The Northern Rangelands Trust (NRT) is central to the project. A Kenyan organisation that creates community-based conservancies, the NRT convinced the Samburu tribes surrounding the Matthews to join their scheme.
But there is not much point in forming a conservancy without a scientific understanding of what is going on in forest. Which is why the NRT invited the Nature Conservancy in for its study.
For entomologist Dino Martins, there is plenty to look at.
With a butterfly net tucked under his arm and a back-pack full of specimen jars, Mr Martins has been scouring the valleys and creeks for butterflies and dragonflies.
"They're really good indicators of the health of an ecosystem," said Mr Martins. "They can't survive without good, clean water and lots of food-sources."
And by that measure, the ecosystem appears to be healthy indeed.
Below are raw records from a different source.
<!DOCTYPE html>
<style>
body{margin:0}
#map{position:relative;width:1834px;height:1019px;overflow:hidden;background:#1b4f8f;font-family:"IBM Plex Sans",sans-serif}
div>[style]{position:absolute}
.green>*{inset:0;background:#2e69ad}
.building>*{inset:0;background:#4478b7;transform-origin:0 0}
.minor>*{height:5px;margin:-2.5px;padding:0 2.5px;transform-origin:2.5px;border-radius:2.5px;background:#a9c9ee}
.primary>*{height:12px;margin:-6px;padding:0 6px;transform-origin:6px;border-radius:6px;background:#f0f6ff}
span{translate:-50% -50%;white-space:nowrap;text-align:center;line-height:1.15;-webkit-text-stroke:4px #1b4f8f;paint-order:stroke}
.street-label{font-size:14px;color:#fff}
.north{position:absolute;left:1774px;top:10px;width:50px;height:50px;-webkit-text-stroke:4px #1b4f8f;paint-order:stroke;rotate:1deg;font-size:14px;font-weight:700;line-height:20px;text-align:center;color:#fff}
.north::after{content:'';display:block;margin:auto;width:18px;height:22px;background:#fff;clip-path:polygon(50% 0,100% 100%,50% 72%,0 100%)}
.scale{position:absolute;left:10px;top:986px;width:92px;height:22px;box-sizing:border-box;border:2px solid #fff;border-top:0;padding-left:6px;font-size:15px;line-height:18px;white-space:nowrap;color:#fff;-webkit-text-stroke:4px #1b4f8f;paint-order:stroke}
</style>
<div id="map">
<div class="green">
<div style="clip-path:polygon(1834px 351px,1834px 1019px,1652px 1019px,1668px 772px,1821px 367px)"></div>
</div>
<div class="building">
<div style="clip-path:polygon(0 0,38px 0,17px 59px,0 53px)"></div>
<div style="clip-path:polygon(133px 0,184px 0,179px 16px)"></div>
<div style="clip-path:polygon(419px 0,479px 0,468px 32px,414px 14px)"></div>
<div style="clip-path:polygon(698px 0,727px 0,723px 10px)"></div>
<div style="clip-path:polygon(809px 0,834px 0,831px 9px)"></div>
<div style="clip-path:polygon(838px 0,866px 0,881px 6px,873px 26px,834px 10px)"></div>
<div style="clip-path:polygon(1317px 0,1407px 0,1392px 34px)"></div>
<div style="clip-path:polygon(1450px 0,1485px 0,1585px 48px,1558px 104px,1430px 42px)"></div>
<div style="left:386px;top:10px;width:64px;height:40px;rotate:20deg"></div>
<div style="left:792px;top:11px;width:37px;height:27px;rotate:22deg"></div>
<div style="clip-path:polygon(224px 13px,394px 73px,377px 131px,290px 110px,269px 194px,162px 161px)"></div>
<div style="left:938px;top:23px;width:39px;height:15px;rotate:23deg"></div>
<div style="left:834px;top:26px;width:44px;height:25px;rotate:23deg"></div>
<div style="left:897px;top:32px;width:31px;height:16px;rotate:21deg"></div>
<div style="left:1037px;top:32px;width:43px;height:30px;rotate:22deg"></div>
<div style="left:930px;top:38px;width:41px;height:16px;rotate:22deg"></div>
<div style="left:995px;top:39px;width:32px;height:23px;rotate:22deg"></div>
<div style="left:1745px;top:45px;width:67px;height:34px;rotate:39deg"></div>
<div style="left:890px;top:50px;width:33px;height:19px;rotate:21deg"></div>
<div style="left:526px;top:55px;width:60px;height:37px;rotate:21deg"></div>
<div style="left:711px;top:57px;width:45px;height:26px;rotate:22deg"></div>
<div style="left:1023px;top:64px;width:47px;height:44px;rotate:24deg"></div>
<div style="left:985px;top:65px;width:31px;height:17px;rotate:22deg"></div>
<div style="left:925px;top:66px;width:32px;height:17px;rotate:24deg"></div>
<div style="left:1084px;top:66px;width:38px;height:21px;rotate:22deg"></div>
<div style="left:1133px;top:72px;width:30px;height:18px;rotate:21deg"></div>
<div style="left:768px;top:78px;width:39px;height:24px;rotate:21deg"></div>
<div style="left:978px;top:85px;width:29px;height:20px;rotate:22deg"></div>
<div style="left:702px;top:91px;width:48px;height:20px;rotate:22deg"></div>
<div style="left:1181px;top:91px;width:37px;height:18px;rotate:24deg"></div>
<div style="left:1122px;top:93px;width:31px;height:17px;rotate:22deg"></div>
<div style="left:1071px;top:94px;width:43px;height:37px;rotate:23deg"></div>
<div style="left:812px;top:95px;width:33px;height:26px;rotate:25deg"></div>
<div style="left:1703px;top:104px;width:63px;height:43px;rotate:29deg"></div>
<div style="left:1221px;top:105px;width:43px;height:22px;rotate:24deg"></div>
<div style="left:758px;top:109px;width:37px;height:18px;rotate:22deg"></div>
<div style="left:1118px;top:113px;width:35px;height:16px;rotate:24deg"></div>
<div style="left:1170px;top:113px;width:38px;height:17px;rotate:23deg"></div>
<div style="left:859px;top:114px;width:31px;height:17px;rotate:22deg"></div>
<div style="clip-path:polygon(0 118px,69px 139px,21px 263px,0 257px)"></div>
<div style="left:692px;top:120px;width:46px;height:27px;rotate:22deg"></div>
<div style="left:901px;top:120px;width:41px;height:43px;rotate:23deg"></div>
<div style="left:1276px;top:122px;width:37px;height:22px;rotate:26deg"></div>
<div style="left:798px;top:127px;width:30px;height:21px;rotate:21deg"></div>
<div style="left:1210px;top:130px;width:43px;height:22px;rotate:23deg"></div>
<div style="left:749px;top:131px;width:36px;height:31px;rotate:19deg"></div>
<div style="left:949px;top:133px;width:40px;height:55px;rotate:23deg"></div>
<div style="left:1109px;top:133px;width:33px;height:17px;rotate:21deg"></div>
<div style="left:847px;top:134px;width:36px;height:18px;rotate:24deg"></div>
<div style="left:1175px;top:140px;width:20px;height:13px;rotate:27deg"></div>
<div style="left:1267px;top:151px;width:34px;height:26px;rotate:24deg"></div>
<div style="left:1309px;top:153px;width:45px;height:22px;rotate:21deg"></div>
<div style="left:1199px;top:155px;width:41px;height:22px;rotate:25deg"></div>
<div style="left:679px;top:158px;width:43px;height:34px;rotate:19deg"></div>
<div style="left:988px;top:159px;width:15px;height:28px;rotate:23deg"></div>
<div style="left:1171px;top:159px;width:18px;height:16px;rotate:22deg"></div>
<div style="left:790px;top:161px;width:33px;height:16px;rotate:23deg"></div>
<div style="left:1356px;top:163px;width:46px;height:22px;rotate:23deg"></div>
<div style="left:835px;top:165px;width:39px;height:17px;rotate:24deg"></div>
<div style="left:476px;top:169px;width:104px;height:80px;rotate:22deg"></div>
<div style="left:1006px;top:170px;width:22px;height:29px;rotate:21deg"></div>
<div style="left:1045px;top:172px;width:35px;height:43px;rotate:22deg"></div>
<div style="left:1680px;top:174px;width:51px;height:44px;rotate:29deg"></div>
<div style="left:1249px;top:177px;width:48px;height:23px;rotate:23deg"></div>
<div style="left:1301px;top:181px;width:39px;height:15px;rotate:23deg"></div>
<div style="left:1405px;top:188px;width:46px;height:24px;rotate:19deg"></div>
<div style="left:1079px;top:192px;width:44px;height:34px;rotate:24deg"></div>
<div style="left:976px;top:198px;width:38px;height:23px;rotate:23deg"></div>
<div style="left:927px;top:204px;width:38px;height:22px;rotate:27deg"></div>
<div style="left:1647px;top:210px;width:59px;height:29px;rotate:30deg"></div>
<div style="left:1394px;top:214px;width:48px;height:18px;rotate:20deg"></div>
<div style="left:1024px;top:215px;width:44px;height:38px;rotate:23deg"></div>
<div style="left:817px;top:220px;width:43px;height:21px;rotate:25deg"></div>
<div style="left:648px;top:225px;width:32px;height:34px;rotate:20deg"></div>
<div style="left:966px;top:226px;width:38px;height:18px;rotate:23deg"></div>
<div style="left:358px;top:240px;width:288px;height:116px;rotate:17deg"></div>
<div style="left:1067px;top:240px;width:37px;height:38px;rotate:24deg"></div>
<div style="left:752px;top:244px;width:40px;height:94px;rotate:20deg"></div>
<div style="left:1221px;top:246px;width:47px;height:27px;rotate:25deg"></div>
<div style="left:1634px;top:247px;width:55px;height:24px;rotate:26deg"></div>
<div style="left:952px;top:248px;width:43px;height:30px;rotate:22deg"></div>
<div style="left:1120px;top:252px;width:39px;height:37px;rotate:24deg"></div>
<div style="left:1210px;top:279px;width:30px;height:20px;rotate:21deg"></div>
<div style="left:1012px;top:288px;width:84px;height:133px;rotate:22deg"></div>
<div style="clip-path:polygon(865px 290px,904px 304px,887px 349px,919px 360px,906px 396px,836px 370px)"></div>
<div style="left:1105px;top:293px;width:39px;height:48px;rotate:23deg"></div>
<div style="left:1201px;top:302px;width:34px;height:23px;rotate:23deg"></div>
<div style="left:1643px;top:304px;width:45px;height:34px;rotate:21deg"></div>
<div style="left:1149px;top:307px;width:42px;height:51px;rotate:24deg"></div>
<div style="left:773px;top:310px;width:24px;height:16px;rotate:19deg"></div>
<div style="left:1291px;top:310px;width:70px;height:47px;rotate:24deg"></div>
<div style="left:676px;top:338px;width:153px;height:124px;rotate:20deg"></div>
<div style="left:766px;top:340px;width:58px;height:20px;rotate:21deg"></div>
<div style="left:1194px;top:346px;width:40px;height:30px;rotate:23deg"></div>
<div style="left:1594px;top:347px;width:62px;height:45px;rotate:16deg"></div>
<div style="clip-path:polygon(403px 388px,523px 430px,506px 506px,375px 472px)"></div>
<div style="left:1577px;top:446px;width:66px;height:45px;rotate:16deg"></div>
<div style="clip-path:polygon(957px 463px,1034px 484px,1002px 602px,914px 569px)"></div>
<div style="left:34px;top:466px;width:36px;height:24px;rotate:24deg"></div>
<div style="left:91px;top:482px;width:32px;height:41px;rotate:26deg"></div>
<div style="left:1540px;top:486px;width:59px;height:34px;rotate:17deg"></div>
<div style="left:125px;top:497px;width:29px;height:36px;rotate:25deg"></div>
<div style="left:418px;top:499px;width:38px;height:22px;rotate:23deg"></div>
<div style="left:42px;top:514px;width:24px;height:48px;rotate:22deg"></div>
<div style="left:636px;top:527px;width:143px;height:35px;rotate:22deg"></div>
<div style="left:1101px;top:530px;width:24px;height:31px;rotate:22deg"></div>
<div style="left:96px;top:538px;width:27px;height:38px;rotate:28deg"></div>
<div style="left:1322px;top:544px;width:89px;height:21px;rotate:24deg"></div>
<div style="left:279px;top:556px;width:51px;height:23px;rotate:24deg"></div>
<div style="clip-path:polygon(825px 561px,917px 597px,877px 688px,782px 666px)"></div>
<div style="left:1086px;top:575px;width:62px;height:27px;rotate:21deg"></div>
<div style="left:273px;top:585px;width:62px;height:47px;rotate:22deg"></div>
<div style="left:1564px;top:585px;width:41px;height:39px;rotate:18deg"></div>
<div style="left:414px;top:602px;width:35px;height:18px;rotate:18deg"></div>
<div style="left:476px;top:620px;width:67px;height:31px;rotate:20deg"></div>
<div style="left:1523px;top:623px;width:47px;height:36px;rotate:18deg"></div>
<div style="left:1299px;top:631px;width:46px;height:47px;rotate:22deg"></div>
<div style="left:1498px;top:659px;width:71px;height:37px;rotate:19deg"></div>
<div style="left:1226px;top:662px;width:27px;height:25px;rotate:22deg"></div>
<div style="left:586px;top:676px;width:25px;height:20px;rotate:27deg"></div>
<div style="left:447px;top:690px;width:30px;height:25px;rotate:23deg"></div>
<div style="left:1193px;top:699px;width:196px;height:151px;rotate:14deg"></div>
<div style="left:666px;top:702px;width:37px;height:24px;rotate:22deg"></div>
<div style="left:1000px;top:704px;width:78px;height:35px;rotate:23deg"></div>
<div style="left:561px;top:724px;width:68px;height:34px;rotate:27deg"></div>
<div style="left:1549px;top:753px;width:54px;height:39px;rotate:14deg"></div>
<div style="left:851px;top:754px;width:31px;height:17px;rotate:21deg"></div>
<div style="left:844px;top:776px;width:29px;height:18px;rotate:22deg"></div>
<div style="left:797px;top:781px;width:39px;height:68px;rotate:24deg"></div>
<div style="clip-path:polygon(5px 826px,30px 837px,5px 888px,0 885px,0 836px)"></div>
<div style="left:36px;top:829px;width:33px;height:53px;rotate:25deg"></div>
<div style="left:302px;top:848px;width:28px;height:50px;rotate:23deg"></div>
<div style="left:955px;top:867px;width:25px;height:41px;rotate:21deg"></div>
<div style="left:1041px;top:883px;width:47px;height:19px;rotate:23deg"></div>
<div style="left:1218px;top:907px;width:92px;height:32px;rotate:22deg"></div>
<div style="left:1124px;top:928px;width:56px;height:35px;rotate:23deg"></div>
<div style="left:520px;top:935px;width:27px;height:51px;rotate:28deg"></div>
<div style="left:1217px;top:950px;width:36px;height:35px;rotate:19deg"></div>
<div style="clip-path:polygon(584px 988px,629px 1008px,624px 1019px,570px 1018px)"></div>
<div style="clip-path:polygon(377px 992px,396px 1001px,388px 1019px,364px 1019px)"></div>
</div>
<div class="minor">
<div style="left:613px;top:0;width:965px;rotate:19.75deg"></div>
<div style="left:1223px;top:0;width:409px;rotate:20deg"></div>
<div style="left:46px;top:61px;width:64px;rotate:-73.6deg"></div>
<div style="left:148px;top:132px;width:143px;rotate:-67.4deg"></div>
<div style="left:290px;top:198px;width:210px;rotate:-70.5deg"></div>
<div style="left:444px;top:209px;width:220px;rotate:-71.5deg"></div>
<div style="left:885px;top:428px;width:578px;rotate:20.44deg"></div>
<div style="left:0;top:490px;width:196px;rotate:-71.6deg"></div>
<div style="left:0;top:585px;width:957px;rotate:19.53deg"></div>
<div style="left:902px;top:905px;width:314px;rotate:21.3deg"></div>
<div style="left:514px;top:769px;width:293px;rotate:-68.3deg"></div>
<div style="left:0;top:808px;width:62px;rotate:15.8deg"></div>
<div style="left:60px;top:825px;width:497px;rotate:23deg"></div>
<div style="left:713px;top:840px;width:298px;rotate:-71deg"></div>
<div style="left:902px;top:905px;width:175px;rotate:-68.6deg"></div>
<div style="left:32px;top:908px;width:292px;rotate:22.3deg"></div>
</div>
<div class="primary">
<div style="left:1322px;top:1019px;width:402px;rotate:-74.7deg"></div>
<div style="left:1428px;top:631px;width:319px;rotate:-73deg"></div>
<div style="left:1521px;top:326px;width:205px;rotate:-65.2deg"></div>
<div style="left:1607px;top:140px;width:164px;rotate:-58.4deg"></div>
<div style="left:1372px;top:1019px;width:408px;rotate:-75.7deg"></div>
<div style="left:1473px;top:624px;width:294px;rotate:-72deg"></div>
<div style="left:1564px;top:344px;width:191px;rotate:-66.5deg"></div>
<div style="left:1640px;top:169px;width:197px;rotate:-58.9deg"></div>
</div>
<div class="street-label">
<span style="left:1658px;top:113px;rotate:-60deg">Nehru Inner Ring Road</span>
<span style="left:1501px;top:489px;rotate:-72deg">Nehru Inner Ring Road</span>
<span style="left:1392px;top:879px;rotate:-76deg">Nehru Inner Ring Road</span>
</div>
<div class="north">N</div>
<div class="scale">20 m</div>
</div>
In the space of two weeks, Mr Martins managed to record 125 butterfly species - roughly 15% of all Kenya's butterflies, and more than twice that of all the UK.
"Those insects also tell us the ecosystem has been very stable, and the high diversity especially of butterflies suggests that the forest has been here not just for a 1,000 or 10,000 years but actually for several million years."
It's a conclusion that Quentin Luke agrees with. Among the plants he's most interested in is the Matthews Cycad - a huge palm-like tree with bottle-green fronds that dot the forest.
The cycad's origins stretch back 280 million years when they dominated the landscape. They are a true living fossil and a hint that perhaps the Matthews Range can trace its origins back that far as well.
"They are a weird species that has male and female plants and an unusual system of pollination," Mr Luke said.
"And apart from one or two other forests in East Africa, we don't find this particular species anywhere else in the world."
And anywhere else, that fact alone might justify saving the Matthews. But here, with growing numbers of cattle looking for grass to graze and humans looking for timber to burn, there need to be other reasons to protect it.
The Nature Conservancy and the Northern Rangelands Trust are convinced they can find it.